LLVM introduces racy read - Unsafe transformation?

Hi,

I am looking for thoughts on the following LLVM transformation.

Consider the following transformation which replaces conditional load(a)
with load(a);select instructions.

Source

loadrace.zip (27.7 KB)

It's not clear to me that this is correct. Neither variable is atomic and so loads do not establish happens-before edges. The load of a is not observable and so is safe to hoist. According to the C[++]11 model the transformed version appears correct. There is no guarantee of serialisation of the loads of flag and a, because neither is atomic.

It's not actually clear to me that the original is race-free. If flag ever transitions from false to true without something else that establishes a happens-before relationship between these two threads then this is racy. If flag is always false, then this is not racy and the LLVM output is not *observably* racy (the IR does not permit this load to have observable side effects, and its result is never used). If flag is always true then this is racy. If flag transitions from true to false without a happens-before edge, then this is also racy.

David

Hi,

I agree that the earlier example was already racy due to shared flag
variable. Sorry for the wrong example. Please ignore it.

I have modified the program as follows. The only shared variable is 'a'
and the following is a non-racy program.

int a;

int readA(bool flag) {
int r=0;
  if(flag) {
    r = a;
}
return r;
}

void writeA(){
  a = 42;
}

int main() {

bool flag = false;
thread first (writeA);
thread second (readA, flag);

first.join();
second.join();

return 0;
}

The generated LLVM IR

; Function Attrs: nounwind readonly uwtable
define i32 @_Z5readAb(i1 zeroext %flag) #3 {
entry:
  %0 = load i32* @a, align 4
  %. = select i1 %flag, i32 %0, i32 0
  ret i32 %.
}

; Function Attrs: nounwind uwtable
define void @_Z6writeAv() #4 {
entry:
  store i32 42, i32* @a, align 4
  ret void
}

:

In the generated IR load(a) is independent of flag value which is not the
case in the source program.
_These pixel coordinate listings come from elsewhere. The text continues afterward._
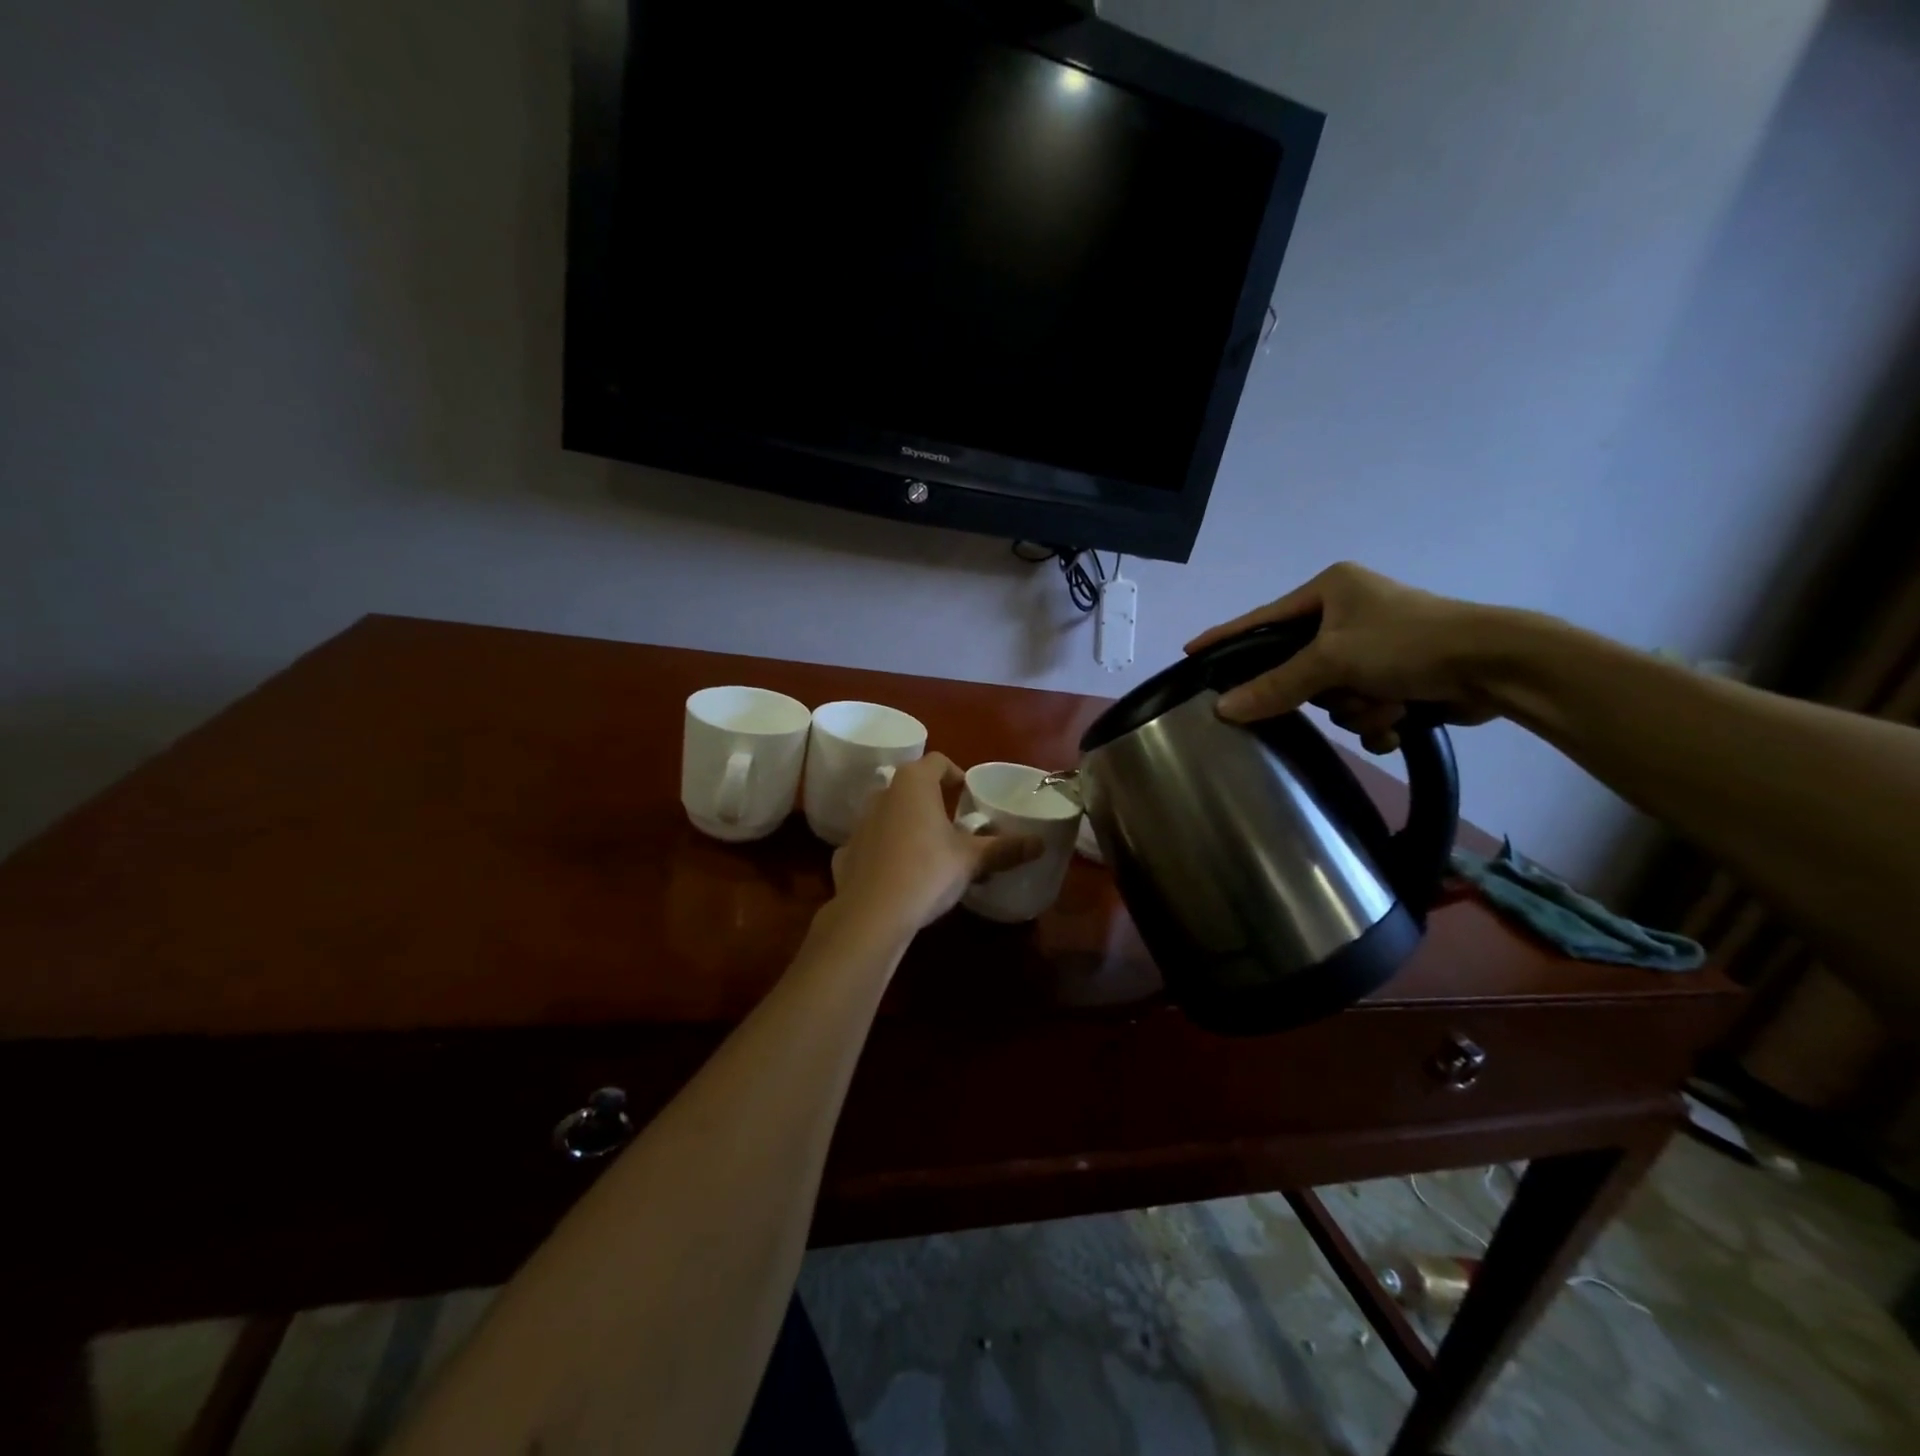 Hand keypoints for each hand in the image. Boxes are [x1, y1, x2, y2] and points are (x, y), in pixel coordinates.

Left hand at [830, 753, 1043, 936]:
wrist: (870, 914)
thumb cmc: (927, 871)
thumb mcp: (971, 860)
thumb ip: (1005, 848)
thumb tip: (1040, 843)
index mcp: (913, 784)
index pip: (937, 762)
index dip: (955, 773)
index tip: (968, 793)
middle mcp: (882, 794)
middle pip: (911, 787)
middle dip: (932, 801)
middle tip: (953, 824)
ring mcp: (859, 823)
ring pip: (890, 814)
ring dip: (908, 824)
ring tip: (929, 850)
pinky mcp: (846, 852)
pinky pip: (873, 843)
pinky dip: (887, 851)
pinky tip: (900, 874)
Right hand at [1184, 562, 1506, 752]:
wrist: (1497, 667)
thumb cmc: (1408, 643)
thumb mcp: (1333, 660)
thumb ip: (1275, 685)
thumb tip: (1222, 710)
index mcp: (1331, 589)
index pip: (1262, 618)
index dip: (1227, 637)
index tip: (1191, 651)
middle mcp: (1349, 614)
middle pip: (1300, 667)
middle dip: (1326, 690)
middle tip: (1342, 690)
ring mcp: (1375, 647)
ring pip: (1333, 696)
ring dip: (1360, 708)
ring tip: (1391, 702)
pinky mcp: (1399, 676)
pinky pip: (1362, 708)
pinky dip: (1380, 719)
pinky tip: (1403, 717)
Hence there is an introduced race between
load(a) and store(a) operations when readA() and writeA() runs
concurrently.

Regards,
soham

I believe that this is still not observably racy. The load is not volatile which, in LLVM IR means that it is not allowed to have observable side effects. The address of the load is a constant, so a side-effect-free load whose result is not used does not appear to be racy within the semantics of LLVM IR - it's just an expensive way of doing a nop. It should materialise an undef value (if someone were to write a formal model of LLVM IR with full concurrency semantics), but a select where the unused value is undef is still well defined in LLVM IR.

There was a related discussion about a year ago regarding this exact transformation because, although it is not necessarily invalid, it is not necessarily a good idea. Reading the value of a will generate cache coherency traffic and the extra cache-line ping-pong may be slower than a conditional branch.

David

FWIW, the C and C++ memory models were design specifically to allow load
speculation, and the LLVM memory model was based heavily on them and
specifically allows load speculation.

As with any speculation, a number of invariants must hold that prove it to
be safe, and there are plenty of circumstances where it isn't profitable,
but the memory model is design to allow it.

Note that race detection tools typically turn these parts of the optimizer
off. You can see this in several places where we disable load speculation
or load widening when running under TSan specifically so that it can
enforce a more conservative model.

Unlike C++, LLVM IR has defined semantics in the case of data races. Your load may return undef (http://llvm.org/docs/Atomics.html#optimization-outside-atomic), but the program doesn’t have undefined behavior.